An Elementary Classroom, Spender

An Elementary Classroom, Spender

  • Submitted By: Alethia
  • Date Submitted: 01/17/2010 3:17 AM
  • Category: English
  • Words: 1627
  • Page: 7
  • Views: 1

The text to be commented upon is a poem by Stephen Spender, called "An Elementary School Classroom", and was written during the Twentieth Century. This poem, regular with two stanzas of eight lines enclosing two stanzas of seven lines in blank verse revealing a ordinary, usual sight, depicts a classroom, with children who might be between 8 and 15 years old. These children are children from working class and the poet shows the world they could discover through the education given at school. But we could mainly wonder how Stephen Spender, in a simple picture of one single classroom, manages to deal with different stakes, and how the reader can find different levels of reading, at first sight the reader can discover a real painting of the living conditions of children from poor families, but then he can note that the issue of education is dealt with in this poem, which is a kind of apology of an almighty education, able to reveal a new world, but at last it is a real denunciation of the impossibility to escape one's environment and the admission of the failure of school, and of literature and poetry with it in changing someone's life.

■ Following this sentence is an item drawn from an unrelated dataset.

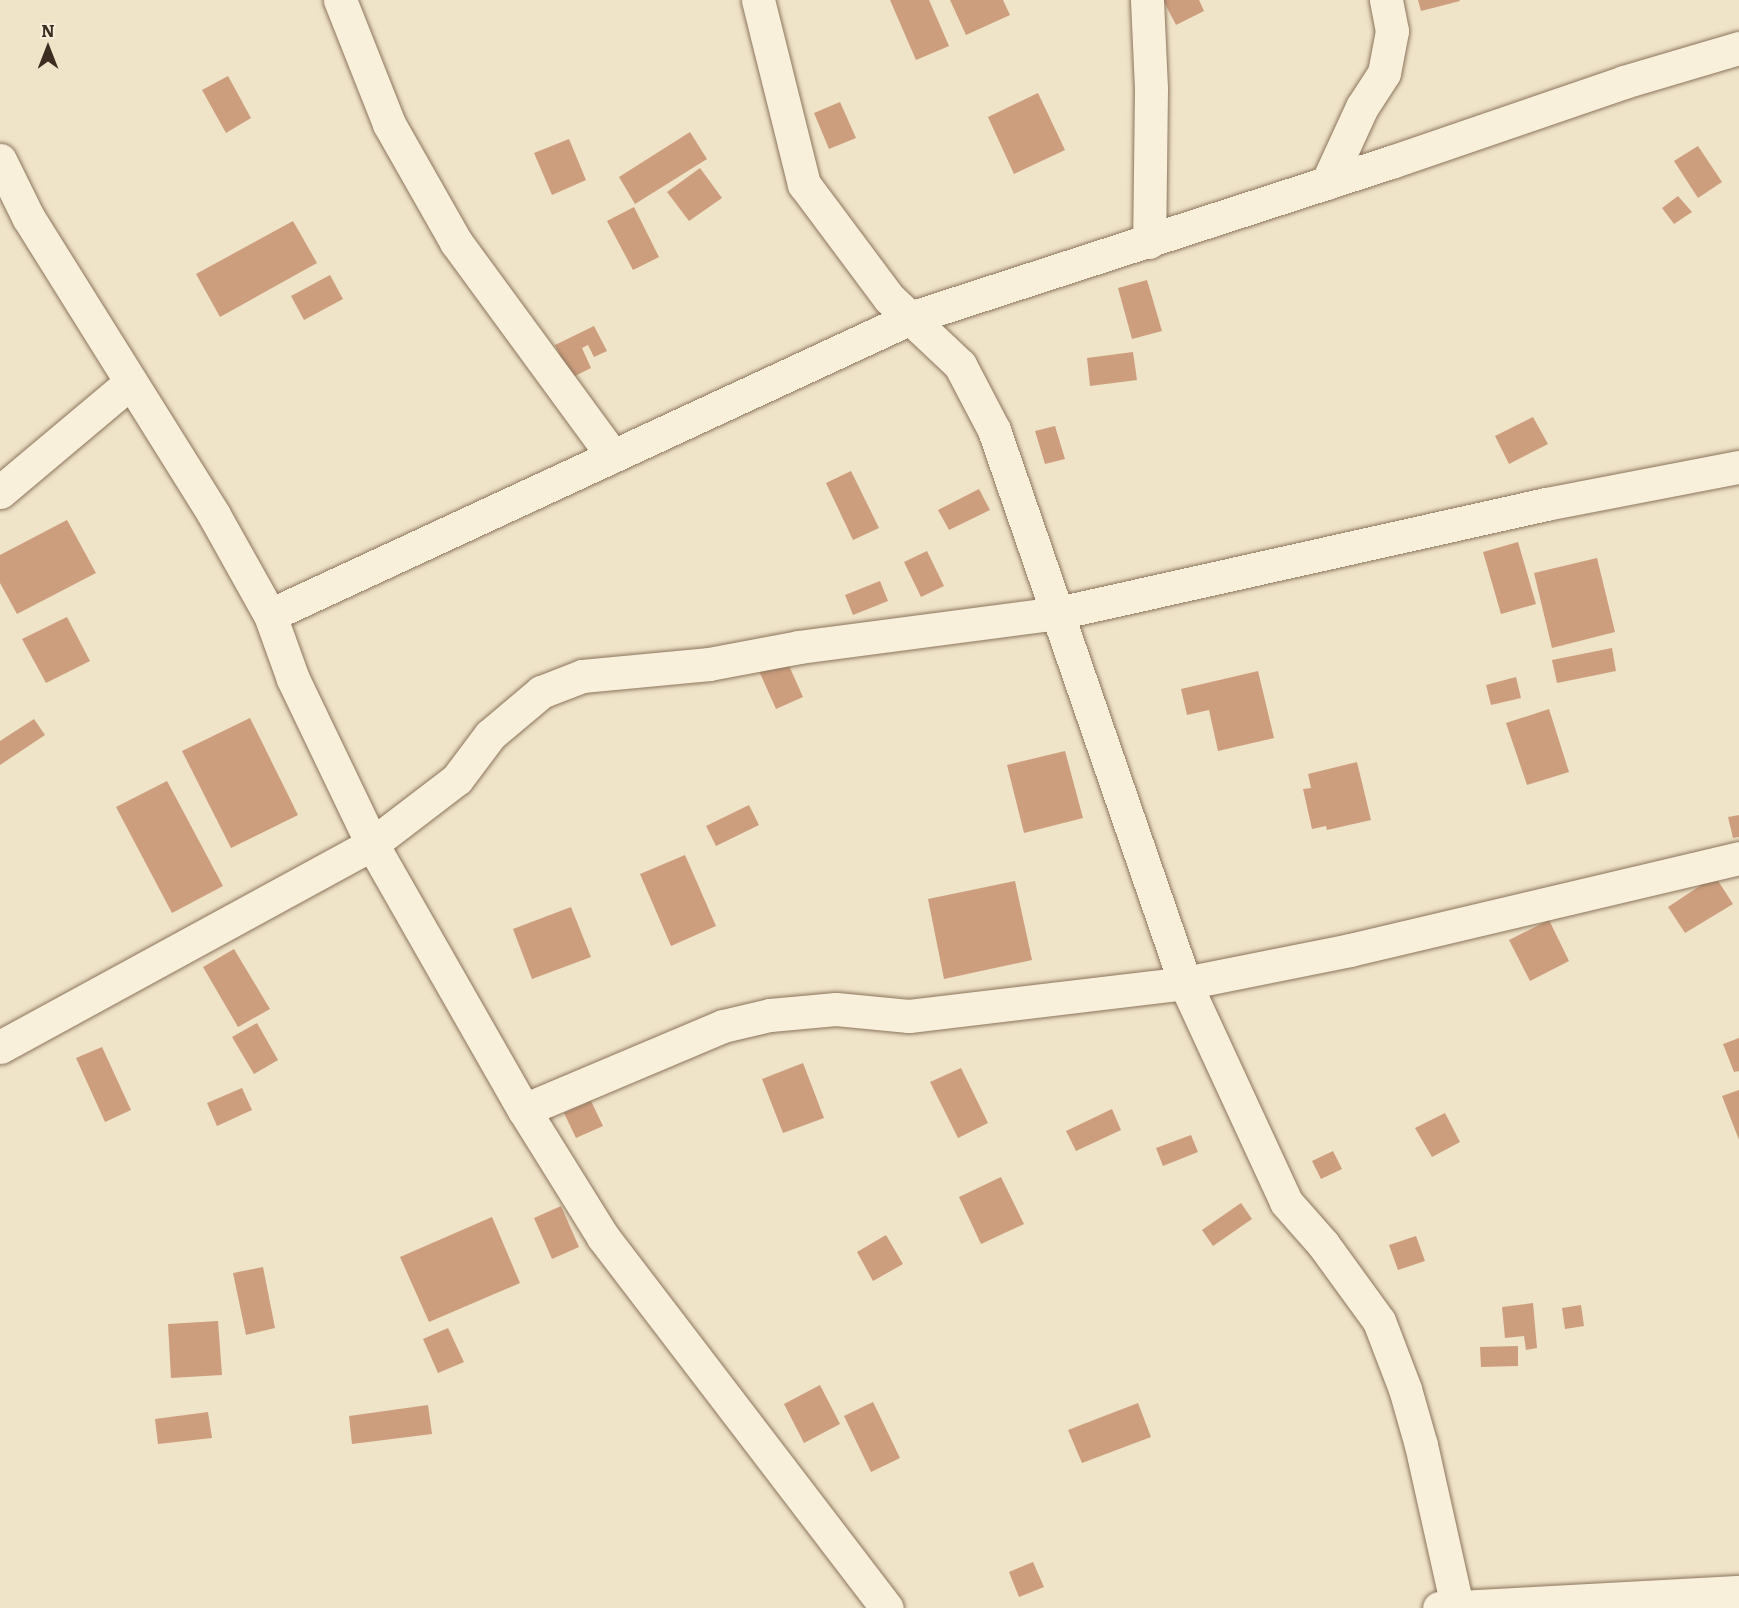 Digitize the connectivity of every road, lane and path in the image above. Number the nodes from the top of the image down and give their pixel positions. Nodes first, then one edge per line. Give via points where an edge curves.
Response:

Indeed, the reader is first confronted with the depiction of poor, maybe dirty little classroom and its inhabitants. One might first note the environment : depressing and squalid, as the metaphor revealing the colour of the walls: "sour cream walls" indicates a nauseating place, in which no one would like to stay, the adjective "dim" also shows it is not a pleasant place but a place of work, in which eyes become tired. In the third stanza we can also see the word "slag" used to express the place in which the pupils are: dirty, a dead-end for children, where nothing can bring light. In the same stanza is described, again, their "space", highlighted by the pronoun "all", beginning the line, and it appears not only as "slum" but even "foggy slum", not a precise place, everything in it is doubtful, blurred, might as well not exist...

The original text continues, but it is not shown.